Chrysler’s Q1 conference call is just beginning, and though you can’t listen in unless you’re registered media, you can download the slide set here [PDF] and the press release here. Besides, I’ll be updating this post with the latest as it happens, so why bother? Marchionne is just noting that Chrysler’s $116m Q1 profit is the first since 2009, although he seems more excited about “modified operating profit” of $477m, and free cash flow of other $2.526b.
Chrysler says it is managing the Japanese supply issue in concert with Fiat, and Marchionne says it is “getting better all the time.” Chrysler estimates its losses as follows:
Potential loss of volume in 2011: 50‐100k vehicles for the year (25‐50k vehicles in Q2; 25‐50k vehicles in Q3)
On the other hand, Chrysler’s inventories are building steadily (“in preparation for the Spring selling season”) so, undersupply isn’t really an issue anyway. Analyst questions seem focused on the difference between sales and shipments, increasing inventories and the possible impacts on working capital. Marchionne is getting testy, arguing that he has “fewer than 2 Chrysler 200s per dealer,” and saying “let the machine run.”

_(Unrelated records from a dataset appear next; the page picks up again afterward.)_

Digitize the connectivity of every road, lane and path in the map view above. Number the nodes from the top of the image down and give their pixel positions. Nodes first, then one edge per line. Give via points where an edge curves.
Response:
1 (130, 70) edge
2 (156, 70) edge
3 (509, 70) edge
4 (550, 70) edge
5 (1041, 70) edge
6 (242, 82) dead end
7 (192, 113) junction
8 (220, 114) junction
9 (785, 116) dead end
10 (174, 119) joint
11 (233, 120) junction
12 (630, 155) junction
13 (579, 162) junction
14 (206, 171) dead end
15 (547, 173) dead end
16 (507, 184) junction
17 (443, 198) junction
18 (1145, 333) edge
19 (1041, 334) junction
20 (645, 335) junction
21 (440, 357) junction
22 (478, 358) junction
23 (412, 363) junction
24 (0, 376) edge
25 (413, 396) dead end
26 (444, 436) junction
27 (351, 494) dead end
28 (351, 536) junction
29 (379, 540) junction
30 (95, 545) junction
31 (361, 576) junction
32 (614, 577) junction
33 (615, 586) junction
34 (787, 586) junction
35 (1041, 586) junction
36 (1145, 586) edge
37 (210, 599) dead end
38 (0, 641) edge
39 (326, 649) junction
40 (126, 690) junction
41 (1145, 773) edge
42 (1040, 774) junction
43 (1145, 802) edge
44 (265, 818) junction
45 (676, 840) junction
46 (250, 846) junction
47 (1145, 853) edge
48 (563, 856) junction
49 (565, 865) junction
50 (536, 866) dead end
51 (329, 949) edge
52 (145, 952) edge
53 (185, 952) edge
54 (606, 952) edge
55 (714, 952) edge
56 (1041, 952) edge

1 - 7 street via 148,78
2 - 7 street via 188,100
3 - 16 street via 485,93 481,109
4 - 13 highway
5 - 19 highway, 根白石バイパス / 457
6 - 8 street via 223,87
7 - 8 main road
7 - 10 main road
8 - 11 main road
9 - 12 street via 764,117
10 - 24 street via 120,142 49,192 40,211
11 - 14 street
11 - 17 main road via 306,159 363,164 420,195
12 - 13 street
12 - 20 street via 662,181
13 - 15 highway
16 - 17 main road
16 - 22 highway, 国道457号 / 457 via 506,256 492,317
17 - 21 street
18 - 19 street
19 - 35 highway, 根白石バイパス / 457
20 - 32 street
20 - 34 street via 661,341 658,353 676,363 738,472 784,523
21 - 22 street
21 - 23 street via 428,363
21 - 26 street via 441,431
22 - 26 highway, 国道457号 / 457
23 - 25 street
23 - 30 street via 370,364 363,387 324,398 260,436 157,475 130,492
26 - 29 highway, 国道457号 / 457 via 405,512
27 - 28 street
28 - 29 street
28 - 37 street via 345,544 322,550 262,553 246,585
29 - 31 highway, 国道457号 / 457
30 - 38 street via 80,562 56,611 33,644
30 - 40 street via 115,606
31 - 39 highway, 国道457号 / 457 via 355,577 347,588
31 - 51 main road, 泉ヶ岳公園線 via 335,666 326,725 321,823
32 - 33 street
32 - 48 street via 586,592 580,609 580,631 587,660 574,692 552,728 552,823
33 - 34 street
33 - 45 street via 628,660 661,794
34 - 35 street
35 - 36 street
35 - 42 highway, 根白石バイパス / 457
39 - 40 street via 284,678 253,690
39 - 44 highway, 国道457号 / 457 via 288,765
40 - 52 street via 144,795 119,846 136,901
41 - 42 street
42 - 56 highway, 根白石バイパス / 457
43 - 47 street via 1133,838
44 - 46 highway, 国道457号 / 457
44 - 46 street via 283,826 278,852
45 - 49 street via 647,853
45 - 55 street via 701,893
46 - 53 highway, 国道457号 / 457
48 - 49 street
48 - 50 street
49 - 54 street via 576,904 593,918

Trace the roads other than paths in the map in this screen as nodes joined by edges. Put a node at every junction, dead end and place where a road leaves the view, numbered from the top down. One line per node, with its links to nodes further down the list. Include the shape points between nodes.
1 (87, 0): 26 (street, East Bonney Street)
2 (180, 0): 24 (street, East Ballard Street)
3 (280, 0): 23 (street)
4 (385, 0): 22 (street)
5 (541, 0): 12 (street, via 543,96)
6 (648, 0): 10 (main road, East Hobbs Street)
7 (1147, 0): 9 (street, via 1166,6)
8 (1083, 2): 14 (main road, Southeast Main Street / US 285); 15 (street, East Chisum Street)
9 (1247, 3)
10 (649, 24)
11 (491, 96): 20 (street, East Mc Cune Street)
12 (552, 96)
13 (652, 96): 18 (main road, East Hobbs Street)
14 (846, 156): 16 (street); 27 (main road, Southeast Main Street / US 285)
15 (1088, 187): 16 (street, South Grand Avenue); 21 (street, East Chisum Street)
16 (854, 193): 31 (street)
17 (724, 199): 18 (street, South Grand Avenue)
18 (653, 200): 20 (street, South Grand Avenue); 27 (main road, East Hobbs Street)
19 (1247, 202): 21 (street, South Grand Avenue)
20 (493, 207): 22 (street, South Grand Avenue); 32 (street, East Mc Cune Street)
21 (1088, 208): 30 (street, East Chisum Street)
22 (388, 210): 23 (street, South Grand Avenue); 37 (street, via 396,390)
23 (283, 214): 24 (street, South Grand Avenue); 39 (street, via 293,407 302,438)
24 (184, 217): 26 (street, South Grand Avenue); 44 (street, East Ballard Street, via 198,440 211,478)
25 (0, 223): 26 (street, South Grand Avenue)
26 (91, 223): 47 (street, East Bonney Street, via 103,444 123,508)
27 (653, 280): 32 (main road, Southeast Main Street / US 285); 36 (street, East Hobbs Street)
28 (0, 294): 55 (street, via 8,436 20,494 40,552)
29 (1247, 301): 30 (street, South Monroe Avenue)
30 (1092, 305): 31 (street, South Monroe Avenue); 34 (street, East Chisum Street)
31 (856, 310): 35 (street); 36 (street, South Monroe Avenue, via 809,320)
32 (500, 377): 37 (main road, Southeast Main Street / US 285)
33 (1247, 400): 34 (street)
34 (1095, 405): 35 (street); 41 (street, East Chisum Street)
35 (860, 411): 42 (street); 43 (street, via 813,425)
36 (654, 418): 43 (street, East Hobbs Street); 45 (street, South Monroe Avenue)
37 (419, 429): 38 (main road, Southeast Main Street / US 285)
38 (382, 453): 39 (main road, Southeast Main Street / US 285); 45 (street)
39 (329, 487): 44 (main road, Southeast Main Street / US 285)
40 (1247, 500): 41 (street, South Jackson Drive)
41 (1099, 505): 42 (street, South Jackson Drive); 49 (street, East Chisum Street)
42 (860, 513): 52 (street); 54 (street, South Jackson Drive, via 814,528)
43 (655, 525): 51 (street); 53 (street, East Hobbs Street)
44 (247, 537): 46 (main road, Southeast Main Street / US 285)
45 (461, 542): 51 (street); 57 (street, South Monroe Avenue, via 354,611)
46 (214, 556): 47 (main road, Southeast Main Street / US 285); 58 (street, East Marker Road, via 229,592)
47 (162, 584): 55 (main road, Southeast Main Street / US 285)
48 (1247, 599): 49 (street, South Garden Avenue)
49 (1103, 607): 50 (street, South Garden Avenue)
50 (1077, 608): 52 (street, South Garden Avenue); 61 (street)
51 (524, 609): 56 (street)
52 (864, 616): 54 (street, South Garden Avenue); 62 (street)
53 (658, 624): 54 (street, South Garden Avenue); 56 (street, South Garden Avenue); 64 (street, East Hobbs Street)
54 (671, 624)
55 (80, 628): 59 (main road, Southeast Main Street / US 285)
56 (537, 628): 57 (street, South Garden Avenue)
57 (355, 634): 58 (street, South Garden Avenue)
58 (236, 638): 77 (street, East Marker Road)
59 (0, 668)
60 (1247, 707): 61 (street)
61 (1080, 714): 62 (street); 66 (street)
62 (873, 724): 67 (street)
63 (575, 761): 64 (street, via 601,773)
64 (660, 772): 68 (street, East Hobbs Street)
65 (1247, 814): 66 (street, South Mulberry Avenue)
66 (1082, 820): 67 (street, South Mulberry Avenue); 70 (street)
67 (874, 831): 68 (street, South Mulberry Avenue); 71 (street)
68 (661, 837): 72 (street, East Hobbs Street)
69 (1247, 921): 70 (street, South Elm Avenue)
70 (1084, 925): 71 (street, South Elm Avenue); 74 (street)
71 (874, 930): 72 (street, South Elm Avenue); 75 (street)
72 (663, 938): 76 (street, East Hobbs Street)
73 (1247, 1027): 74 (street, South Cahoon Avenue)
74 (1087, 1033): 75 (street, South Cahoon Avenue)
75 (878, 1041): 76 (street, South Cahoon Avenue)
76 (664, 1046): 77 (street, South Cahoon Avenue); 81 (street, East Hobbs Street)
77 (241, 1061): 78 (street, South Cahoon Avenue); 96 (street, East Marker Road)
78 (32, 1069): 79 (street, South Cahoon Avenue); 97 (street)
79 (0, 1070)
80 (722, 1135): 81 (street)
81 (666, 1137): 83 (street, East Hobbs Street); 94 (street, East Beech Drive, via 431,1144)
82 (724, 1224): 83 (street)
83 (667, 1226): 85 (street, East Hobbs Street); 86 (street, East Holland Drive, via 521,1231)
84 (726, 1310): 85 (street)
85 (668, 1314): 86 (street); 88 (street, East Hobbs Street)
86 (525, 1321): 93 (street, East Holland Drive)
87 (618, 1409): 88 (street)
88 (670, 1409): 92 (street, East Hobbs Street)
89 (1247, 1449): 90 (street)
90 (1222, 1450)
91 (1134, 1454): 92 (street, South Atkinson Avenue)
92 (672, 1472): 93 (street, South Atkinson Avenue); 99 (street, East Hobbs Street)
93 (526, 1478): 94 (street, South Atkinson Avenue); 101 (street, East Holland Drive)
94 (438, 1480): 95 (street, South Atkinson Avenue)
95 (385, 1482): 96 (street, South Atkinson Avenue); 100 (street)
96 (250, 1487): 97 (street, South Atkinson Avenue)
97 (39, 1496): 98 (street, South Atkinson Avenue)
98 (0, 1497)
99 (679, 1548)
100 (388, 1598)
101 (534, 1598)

And Sergio Marchionne has just made my day, confirming that the “40 MPG car” that will give Fiat its final stake in Chrysler is in fact a “40 MPG combined unadjusted” car. This is the first time that Chrysler has ever confirmed what TTAC’s research first showed, namely that the “irrevocable ecological commitment” represented by this forthcoming small car (interestingly, Sergio says it will be “homologated,” indicating that it may not a wholly new product) was negotiated using the old CAFE-style method.
Possibly the biggest news here: Chrysler has whooped its fleet mix into shape for the quarter, bringing it from 44% to 31%. Incentives are flat, but transaction prices are up. Not bad at all.
Marchionne is back, and joking about forcing his CFO to read what he always terms the “propaganda slides,” which highlight the successes of newly-launched product. Moving to soon-to-be-launched products, Marchionne tried to get enthusiastic about the Fiat 500 “Gucci Edition” but seems more excited about getting the Pentastar V6 into more of Chrysler’s products. Marchionne confirms that the Fiat Freemont (a rebadged Dodge Journey) will be sold abroad. The Lancia Flavia (Chrysler 200), on the other hand, is still being referred to as a concept, though Marchionne says (without much enthusiasm) that it “should” move towards production, “especially on the convertible side.”
Chrysler is confirming guidance for the full year, with operating profits projected at $2b+ and profit of $200m-$500m. This includes an expected $400m or so adjustment between the face and carrying value of some of Chrysler’s debt which will be incurred when that debt is restructured. Gas prices has not had a significant impact on mix, Chrysler says, although the company admits “weakness in our portfolio.” Marchionne admits that the Fiat launch is “behind schedule.”